| Work order |
Output the data verbatim, with nothing added or dropped.

| Provided records |
--

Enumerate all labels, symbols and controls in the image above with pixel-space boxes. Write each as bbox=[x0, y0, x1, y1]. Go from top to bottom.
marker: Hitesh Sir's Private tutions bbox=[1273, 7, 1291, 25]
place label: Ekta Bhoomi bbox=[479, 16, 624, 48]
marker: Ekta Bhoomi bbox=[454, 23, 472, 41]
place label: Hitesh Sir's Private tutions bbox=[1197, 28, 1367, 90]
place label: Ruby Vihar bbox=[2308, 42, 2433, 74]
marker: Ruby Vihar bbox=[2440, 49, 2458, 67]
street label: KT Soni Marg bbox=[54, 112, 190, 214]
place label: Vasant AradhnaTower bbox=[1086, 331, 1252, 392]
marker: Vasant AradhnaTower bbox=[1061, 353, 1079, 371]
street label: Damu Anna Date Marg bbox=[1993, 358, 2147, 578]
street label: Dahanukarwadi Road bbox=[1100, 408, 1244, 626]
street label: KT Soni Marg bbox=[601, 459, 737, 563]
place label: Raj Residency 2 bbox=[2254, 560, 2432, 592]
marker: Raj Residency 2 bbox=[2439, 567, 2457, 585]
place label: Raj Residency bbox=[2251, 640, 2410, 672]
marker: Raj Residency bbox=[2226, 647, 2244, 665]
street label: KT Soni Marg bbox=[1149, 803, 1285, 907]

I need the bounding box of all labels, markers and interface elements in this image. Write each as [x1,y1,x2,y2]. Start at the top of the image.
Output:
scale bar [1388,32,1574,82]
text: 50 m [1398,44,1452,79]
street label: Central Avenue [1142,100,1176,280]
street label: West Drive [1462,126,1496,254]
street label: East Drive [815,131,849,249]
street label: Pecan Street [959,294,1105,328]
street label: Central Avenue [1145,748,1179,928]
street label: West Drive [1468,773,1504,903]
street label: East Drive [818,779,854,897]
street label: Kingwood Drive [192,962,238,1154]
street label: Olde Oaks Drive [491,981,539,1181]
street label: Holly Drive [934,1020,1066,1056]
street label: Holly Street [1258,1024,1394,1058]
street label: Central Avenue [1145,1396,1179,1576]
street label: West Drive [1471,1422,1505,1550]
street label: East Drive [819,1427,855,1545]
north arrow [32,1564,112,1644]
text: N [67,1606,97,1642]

--

| Response for this exercise |
Enumerate all labels, symbols and controls in the image above with pixel-space boxes. Write each as bbox=[x0, y0, x1, y1]. Go from top to bottom.
marker: Hitesh Sir's Private tutions bbox=[1273, 7, 1291, 25]
place label: Ekta Bhoomi bbox=[479, 16, 624, 48]
marker: Ekta Bhoomi bbox=[454, 23, 472, 41]
place label: Hitesh Sir's Private tutions bbox=[1197, 28, 1367, 90]
place label: Ruby Vihar bbox=[2308, 42, 2433, 74]
marker: Ruby Vihar bbox=[2440, 49, 2458, 67]
street label: KT Soni Marg bbox=[54, 112, 190, 214]
place label: Vasant AradhnaTower bbox=[1086, 331, 1252, 392]
marker: Vasant AradhnaTower bbox=[1061, 353, 1079, 371]
street label: Damu Anna Date Marg bbox=[1993, 358, 2147, 578]
street label: Dahanukarwadi Road bbox=[1100, 408, 1244, 626]
street label: KT Soni Marg bbox=[601, 459, 737, 563]
place label: Raj Residency 2 bbox=[2254, 560, 2432, 592]
marker: Raj Residency 2 bbox=[2439, 567, 2457, 585]
place label: Raj Residency bbox=[2251, 640, 2410, 672]
marker: Raj Residency bbox=[2226, 647, 2244, 665]
street label: KT Soni Marg bbox=[1149, 803, 1285, 907]

I need the bounding box of all labels, markers and interface elements in this image. Write each as [x1,y1,x2,y2]. Start at the top of the image.
Output:
scale bar [1388,32,1574,82]
text: 50 m [1398,44,1452,79]
street label: Central Avenue [1142,100,1176,280]
street label: West Drive [1462,126,1496,254]
street label: East Drive [815,131,849,249]
street label: Pecan Street [959,294,1105,328]
street label: Central Avenue [1145,748,1179,928]
street label: West Drive [1468,773,1504,903]
street label: East Drive [818,779,854,897]
street label: Kingwood Drive [192,962,238,1154]
street label: Olde Oaks Drive [491,981,539,1181]
street label: Holly Drive [934,1020,1066,1056]
street label: Holly Street [1258,1024,1394,1058]
street label: Central Avenue [1145,1396,1179,1576]
street label: West Drive [1471,1422,1505,1550]
street label: East Drive [819,1427,855,1545]
north arrow [32,1564,112,1644]
text: N [67,1606,97,1642]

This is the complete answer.